▸ **PROBLEM TO WORK ON**:
Output each record exactly. Leave none out.

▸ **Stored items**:
▬▬▬▬▬▬▬▬▬▬

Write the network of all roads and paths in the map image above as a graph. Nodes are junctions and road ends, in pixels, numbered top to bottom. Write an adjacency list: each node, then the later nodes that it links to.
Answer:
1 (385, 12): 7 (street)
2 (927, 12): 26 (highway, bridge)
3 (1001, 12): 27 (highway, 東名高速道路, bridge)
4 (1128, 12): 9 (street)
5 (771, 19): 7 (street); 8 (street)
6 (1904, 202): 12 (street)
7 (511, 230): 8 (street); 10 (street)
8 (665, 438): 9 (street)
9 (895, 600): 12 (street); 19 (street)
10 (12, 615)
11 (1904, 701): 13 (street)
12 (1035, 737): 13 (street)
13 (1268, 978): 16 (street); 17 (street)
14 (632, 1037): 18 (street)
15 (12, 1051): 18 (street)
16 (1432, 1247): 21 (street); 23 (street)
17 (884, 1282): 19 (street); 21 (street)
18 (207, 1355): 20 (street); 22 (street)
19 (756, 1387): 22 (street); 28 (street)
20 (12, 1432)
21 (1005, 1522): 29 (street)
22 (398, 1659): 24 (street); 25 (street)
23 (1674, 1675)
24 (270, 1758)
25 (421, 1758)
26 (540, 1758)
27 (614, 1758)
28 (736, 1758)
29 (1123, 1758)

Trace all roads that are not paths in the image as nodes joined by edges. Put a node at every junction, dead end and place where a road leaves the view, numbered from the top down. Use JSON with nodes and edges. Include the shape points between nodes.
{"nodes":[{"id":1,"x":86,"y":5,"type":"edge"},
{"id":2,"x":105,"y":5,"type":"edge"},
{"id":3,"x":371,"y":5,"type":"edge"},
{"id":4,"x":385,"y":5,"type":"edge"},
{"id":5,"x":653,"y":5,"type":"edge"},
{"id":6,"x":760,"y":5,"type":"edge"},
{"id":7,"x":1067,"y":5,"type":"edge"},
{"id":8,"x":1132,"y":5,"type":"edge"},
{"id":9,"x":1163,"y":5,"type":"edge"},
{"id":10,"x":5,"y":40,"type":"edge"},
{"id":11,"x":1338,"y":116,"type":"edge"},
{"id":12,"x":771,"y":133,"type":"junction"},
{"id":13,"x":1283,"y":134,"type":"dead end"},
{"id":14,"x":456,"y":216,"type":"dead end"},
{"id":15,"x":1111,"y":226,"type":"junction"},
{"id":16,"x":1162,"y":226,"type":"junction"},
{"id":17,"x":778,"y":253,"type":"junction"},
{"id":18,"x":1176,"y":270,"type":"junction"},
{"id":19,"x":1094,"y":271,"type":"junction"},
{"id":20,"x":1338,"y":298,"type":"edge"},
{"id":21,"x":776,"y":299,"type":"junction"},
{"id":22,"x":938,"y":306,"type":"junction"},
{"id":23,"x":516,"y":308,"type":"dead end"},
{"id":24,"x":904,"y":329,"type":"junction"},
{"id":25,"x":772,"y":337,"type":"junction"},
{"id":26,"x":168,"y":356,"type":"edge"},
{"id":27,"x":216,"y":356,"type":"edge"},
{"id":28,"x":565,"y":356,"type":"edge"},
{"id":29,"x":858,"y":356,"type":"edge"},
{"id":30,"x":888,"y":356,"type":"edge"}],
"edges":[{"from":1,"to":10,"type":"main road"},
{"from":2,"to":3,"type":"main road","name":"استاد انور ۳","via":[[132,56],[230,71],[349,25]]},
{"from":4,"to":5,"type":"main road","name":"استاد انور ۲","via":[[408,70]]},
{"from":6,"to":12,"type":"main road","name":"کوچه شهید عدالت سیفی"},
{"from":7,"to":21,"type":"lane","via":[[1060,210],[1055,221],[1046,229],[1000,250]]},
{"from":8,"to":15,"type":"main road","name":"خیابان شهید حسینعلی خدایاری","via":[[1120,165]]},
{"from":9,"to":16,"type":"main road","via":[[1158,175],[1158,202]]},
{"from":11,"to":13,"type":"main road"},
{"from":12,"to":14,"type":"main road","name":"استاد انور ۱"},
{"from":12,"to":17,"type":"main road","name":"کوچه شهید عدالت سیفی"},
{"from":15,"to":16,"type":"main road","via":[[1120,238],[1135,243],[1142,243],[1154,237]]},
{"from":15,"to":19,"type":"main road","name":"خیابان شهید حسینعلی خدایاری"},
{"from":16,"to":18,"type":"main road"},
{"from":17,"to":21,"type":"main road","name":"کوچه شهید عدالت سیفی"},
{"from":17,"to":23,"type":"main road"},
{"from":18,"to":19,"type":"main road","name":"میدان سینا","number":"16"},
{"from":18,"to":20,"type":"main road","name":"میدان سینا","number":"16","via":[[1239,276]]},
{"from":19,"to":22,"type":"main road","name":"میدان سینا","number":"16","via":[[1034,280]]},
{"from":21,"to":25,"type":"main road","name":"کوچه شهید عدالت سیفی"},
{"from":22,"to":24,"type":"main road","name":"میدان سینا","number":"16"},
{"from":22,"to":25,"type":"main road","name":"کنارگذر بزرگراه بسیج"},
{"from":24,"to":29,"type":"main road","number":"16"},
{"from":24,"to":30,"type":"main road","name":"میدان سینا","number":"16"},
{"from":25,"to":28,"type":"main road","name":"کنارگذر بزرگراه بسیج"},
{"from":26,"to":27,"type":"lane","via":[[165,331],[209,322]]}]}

▬▬▬▬▬▬▬▬▬▬

▸ **WORKED SOLUTION**:
Write the network of all roads and paths in the map image above as a graph. Nodes are junctions and road ends, in pixels, numbered top to bottom. Write an adjacency list: each node, then the later nodes that it links to.
Answer:
1 (385, 12): 7 (street)
2 (927, 12): 26 (highway, bridge)
3 (1001, 12): 27 (highway, 東名高速道路, bridge)
4 (1128, 12): 9 (street)
5 (771, 19): 7 (street); 8 (street)
6 (1904, 202): 12 (street)
7 (511, 230): 8 (street); 10 (street)
8 (665, 438): 9 (street)
9 (895, 600): 12 (street); 19 (street)
10 (12, 615)
11 (1904, 701): 13 (street)
12 (1035, 737): 13 (street)
13 (1268, 978): 16 (street); 17 (street)
14 (632, 1037): 18 (street)
15 (12, 1051): 18 (street)
16 (1432, 1247): 21 (street); 23 (street)
17 (884, 1282): 19 (street); 21 (street)
18 (207, 1355): 20 (street); 22 (street)
19 (756, 1387): 22 (street); 28 (street)
20 (12, 1432)
21 (1005, 1522): 29 (street)
22 (398, 1659): 24 (street); 25 (street)
23 (1674, 1675)
24 (270, 1758)
25 (421, 1758)
26 (540, 1758)
27 (614, 1758)
28 (736, 1758)
29 (1123, 1758)

Trace all roads that are not paths in the image as nodes joined by edges. Put a node at every junction, dead end and place where a road leaves the view, numbered from the top down. Use JSON with nodes and edges. Include the shape points between nodes.
{"nodes":[{"id":1,"x":86,"y":5,"type":"edge"},
{"id":2,"x":105,"y":5,"type":"edge"},
{"id":3,"x":371,"y":5,"type":"edge"},
{"id":4,"x":385,"y":5,"type":"edge"},
{"id":5,"x":653,"y":5,"type":"edge"},
{"id":6,"x":760,"y":5,"type":"edge"},
{"id":7,"x":1067,"y":5,"type":"edge"},
{"id":8,"x":1132,"y":5,"type":"edge"},
{"id":9,"x":1163,"y":5,"type":"edge"},
{"id":10,"x":5,"y":40,"type":"edge"},
{"id":11,"x":1338,"y":116,"type":"edge"},
{"id":12,"x":771,"y":133,"type":"junction"},
{"id":13,"x":1283,"y":134,"type":"dead end"},
{"id":14,"x":456,"y":216,"type":"dead end"},
{"id":15,"x":1111,"y":226,"type":"junction"},
{"id":16,"x":1162,"y":226,"type":"junction"},
{"id":17,"x":778,"y":253,"type":"junction"},
{"id":18,"x":1176,"y":270,"type":"junction"},
{"id":19,"x":1094,"y":271,"type":"junction"},
{"id":20,"x":1338,"y":298,"type":"edge"},
{"id":21,"x":776,"y":299,"type":"junction"},
{"id":22,"x":938,"y":306,"type":"junction"},
{"id":23,"x":516,"y":308,"type":"dead end"},
{"id":24,"x":904,"y":329,"type":"junction"},
{"id":25,"x":772,"y":337,"type":"junction"},
{"id":26,"x":168,"y":356,"type":"edge"},
{"id":27,"x":216,"y":356,"type":"edge"},
{"id":28,"x":565,"y":356,"type":"edge"},
{"id":29,"x":858,"y":356,"type":"edge"},
{"id":30,"x":888,"y":356,"type":"edge"}],
"edges":[{"from":1,"to":10,"type":"main road"},
{"from":2,"to":3,"type":"main road","name":"استاد انور ۳","via":[[132,56],[230,71],[349,25]]},
{"from":4,"to":5,"type":"main road","name":"استاد انور ۲","via":[[408,70]]},
{"from":6,"to":12,"type":"main road","name":"کوچه شهید عدالت سیفی"},
{"from":7,"to":21,"type":"lane","via":[[1060,210],[1055,221],[1046,229],[1000,250]]},
{"from":8,"to":15,"type":"main road","name":"خیابان شهید حسینعلی خدایاری","via":[[1120,165]]},
{"from":9,"to":16,"type":"main road","via":[[1158,175],[1158,202]]},
{"from":11,"to":13,"type":"main road"},
{"from":12,"to":14,"type":"main road","name":"استاد انور ۱"},
{"from":12,"to":17,"type":"main road","name":"کوچه شهید عدالت سیفی"},
{"from":15,"to":16,"type":"main road","via":[[1120,238],[1135,243],[1142,243],[1154,237]]},
{"from":15,"to":19,"type":"main road","name":"خیابان شهید حسینعلی خدایاری"},
{"from":16,"to":18,"type":"main road"},
{"from":17,"to":21,"type":"main road","name":"کوچه شهید عدالت سیفی"},
{"from":17,"to":23,"type":"main road"},
{"from":18,"to":19,"type":"main road","name":"میدان سینا","number":"16"},
{"from":18,"to":20,"type":"main road","name":"میدان سینا","number":"16","via":[[1239,276]]},
{"from":19,"to":22,"type":"main road","name":"میدان سینا","number":"16","via":[[1034,280]]},
{"from":21,"to":25,"type":"main road","name":"کوچه شهید عدالت سیفی"},
{"from":22,"to":24,"type":"main road","name":"میدان سینا","number":"16"},
{"from":22,"to":25,"type":"main road","name":"کنارگذر بزرگراه بسیج"},
{"from":24,"to":29,"type":"main road","number":"16"},
{"from":24,"to":30,"type":"main road","name":"میدان سینا","number":"16"},
{"from":25,"to":28,"type":"main road","name":"کنارگذر بزرگراه بسیج"},
{"from":26,"to":27,"type":"lane","via":[[165,331],[209,322]]}]}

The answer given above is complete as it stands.